▽
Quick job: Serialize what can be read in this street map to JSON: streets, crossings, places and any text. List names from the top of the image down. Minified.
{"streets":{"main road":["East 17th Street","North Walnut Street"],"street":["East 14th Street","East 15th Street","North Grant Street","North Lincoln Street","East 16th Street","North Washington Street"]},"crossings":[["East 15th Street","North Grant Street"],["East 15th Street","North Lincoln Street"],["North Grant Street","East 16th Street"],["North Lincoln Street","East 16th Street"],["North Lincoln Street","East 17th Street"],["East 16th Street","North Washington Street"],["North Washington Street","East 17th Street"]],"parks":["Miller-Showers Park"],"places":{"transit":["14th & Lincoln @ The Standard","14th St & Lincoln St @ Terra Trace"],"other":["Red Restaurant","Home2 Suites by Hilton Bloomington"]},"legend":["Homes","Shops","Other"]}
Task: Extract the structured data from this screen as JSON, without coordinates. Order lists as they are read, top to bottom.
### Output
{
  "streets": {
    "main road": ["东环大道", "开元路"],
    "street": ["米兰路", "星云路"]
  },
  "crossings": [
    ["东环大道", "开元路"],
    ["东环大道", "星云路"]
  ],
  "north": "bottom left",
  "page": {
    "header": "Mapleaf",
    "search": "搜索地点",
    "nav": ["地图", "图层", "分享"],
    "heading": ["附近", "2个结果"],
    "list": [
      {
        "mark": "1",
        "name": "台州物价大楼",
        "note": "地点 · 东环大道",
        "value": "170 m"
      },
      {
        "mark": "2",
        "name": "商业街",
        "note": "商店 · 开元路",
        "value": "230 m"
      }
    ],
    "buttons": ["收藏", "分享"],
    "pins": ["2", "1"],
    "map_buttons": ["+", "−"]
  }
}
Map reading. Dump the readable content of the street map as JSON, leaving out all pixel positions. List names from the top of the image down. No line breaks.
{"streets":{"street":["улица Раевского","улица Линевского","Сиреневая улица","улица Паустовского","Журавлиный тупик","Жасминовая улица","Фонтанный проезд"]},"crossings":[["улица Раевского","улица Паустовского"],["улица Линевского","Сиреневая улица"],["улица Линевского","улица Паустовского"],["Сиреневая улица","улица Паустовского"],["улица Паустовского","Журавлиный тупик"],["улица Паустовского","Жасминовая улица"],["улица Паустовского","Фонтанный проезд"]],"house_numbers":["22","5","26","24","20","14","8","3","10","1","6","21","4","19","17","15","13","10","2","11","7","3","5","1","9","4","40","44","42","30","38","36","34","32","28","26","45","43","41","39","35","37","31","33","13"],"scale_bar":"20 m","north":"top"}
△
*TRY IT:*
Word for word, retype all of the material.

*RESPONSE FOR THIS EXERCISE:*
Quick job: Serialize what can be read in this street map to JSON: streets, crossings, places and any text. List names from the top of the image down. Minified.
{"streets":{"main road":["East 17th Street","North Walnut Street"],"street":["East 14th Street","East 15th Street","North Grant Street","North Lincoln Street","East 16th Street","North Washington Street"]},"crossings":[["East 15th Street","North Grant Street"],["East 15th Street","North Lincoln Street"],["North Grant Street","East 16th Street"],["North Lincoln Street","East 16th Street"],["North Lincoln Street","East 17th Street"],["East 16th Street","North Washington Street"],["North Washington Street","East 17th Street"]],"parks":["Miller-Showers Park"],"places":{"transit":["14th & Lincoln @ The Standard","14th St & Lincoln St @ Terra Trace"],"other":["Red Restaurant","Home2 Suites by Hilton Bloomington"]},"legend":["Homes","Shops","Other"]}
Task: Extract the structured data from this screen as JSON, without coordinates. Order lists as they are read, top to bottom.
### Output
{
  "streets": {
    "main road": ["东环大道", "开元路"],
    "street": ["米兰路", "星云路"]
  },
  "crossings": [
    ["东环大道", "开元路"],
    ["东环大道", "星云路"]
  ],
  "north": "bottom left",
  "page": {
    "header": "Mapleaf",
    "search": "搜索地点",
    "nav": ["地图", "图层", "分享"],
    "heading": ["附近", "2个结果"],
    "list": [
      {
        "mark": "1",
        "name": "台州物价大楼",
        "note": "地点 · 东环大道",
        "value": "170 m"
      },
      {
        "mark": "2",
        "name": "商业街",
        "note": "商店 · 开元路",
        "value": "230 m"
      }
    ],
    "buttons": ["收藏", "分享"],
    "pins": ["2", "1"],
    "map_buttons": ["+", "−"]
  }
}
Map reading. Dump the readable content of the street map as JSON, leaving out all pixel positions. List names from the top of the image down. No line breaks.
{"streets":{"street":["улица Раевского","улица Линевского","Сиреневая улица","улица Паустовского","Журавлиный тупик","Жасминовая улица","Фонтанный проезд"]},"crossings":[["улица Раевского","улица Паустовского"],["улица Линевского","Сиреневая улица"],["улица Линевского","улица Паустовского"],["Сиреневая улица","улица Паустовского"],["улица Паустовского","Журавлиный тупик"],["улица Паустовского","Жасминовая улица"],["улица Паустовского","Фонтанный проезд"]],"house_numbers":["22","5","26","24","20","14","8","3","10","1","6","21","4","19","17","15","13","10","2","11","7","3","5","1","9","4","40","44","42","30","38","36","34","32","28","26","45","43","41","39","35","37","31","33","13"],"scale_bar":"20 m","north":"top"}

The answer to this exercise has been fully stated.